Among the records that follow, count the lines with the string "Foster"; report only that count.

BEGIN Data to use

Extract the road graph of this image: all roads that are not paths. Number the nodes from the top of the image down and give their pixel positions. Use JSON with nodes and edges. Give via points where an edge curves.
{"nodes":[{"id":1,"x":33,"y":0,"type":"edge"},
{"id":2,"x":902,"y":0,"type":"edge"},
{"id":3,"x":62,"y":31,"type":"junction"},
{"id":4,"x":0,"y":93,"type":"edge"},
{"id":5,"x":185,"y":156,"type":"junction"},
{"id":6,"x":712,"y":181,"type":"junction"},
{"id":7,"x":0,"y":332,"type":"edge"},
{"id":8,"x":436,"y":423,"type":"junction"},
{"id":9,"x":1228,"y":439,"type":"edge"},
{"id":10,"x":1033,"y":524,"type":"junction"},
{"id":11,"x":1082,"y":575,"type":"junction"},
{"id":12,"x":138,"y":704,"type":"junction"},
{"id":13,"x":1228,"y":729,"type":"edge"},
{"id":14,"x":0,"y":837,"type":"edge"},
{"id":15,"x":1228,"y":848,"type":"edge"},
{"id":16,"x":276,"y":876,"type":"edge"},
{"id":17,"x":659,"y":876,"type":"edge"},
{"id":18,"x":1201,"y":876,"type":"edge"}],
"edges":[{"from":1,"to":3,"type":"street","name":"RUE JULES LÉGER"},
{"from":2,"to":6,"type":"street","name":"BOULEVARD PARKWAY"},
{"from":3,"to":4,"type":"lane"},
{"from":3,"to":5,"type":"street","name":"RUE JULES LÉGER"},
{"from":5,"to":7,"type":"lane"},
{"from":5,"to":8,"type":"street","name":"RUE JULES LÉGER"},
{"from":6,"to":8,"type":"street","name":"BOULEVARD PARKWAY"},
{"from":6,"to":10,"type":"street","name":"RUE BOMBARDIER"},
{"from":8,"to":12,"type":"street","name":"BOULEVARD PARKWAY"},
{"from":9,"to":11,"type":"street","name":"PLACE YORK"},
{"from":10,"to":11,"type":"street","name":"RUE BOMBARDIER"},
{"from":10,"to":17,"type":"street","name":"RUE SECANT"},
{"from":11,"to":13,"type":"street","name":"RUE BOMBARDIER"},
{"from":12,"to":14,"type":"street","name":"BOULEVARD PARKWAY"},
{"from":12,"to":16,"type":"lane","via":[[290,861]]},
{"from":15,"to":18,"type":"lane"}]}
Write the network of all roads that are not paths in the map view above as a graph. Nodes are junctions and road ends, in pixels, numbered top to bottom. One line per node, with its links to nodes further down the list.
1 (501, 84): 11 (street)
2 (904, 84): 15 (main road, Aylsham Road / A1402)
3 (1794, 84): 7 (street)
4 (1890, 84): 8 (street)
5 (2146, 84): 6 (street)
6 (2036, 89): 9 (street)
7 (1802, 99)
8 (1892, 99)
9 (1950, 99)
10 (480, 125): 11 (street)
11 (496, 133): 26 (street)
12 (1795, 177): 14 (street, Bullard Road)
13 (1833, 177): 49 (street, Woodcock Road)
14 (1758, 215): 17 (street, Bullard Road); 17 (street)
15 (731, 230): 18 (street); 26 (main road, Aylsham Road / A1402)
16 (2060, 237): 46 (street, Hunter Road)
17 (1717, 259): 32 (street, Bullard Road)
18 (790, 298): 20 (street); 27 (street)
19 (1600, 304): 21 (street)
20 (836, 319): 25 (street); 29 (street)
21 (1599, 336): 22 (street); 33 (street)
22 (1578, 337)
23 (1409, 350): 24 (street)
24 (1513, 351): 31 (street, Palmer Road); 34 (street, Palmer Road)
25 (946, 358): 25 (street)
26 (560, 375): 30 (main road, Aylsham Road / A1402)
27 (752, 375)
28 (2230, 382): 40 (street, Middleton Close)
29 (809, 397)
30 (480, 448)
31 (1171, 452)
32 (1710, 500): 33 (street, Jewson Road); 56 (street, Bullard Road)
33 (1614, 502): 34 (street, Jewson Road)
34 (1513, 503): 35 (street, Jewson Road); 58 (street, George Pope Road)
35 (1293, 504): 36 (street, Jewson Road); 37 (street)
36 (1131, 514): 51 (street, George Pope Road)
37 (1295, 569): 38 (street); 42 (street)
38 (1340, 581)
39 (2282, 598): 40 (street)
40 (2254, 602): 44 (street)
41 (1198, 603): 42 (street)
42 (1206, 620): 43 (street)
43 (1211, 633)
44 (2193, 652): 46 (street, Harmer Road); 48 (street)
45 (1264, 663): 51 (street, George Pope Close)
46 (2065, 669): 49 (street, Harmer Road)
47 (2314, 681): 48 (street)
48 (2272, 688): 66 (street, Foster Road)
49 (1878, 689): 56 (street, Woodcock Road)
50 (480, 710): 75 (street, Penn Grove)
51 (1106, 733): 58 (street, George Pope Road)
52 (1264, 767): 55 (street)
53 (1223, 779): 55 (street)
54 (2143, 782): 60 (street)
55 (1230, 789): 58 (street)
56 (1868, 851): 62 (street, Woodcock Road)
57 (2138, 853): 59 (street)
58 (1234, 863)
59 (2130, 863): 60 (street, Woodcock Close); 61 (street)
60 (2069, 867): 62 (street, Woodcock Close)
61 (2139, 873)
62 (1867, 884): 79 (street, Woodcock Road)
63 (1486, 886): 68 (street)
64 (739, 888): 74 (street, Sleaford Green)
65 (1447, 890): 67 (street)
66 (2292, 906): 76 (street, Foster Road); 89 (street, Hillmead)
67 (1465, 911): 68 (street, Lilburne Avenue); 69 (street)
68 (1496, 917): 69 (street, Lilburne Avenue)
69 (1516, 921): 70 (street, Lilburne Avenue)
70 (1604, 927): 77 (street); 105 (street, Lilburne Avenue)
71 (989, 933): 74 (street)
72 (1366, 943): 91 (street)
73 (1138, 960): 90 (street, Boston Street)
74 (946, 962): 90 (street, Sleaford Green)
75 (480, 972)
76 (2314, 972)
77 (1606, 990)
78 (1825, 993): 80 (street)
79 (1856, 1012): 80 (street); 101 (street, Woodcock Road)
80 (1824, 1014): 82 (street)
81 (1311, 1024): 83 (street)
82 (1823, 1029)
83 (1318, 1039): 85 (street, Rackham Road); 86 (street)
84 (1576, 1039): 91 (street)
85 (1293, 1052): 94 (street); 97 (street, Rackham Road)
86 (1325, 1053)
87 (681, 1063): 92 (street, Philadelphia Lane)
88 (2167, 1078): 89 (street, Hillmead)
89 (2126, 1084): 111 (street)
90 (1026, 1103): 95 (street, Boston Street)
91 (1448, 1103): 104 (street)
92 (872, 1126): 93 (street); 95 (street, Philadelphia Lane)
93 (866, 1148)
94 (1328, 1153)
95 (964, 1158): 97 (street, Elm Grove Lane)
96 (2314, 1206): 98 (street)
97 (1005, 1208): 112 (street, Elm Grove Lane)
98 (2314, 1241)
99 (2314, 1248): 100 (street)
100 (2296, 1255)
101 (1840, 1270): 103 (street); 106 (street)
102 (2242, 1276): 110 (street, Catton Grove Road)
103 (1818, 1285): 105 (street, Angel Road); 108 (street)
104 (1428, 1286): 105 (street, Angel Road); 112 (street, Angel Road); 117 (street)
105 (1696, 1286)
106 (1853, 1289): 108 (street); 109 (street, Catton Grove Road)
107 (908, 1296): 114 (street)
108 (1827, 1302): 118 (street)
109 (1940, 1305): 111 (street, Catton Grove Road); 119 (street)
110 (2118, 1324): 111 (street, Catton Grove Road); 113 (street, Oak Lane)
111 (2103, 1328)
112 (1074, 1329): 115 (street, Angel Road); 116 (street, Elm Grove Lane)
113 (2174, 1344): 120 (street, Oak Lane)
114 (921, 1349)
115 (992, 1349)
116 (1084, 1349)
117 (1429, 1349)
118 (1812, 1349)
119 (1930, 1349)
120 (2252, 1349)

END Data to use

**Worked solution**:
2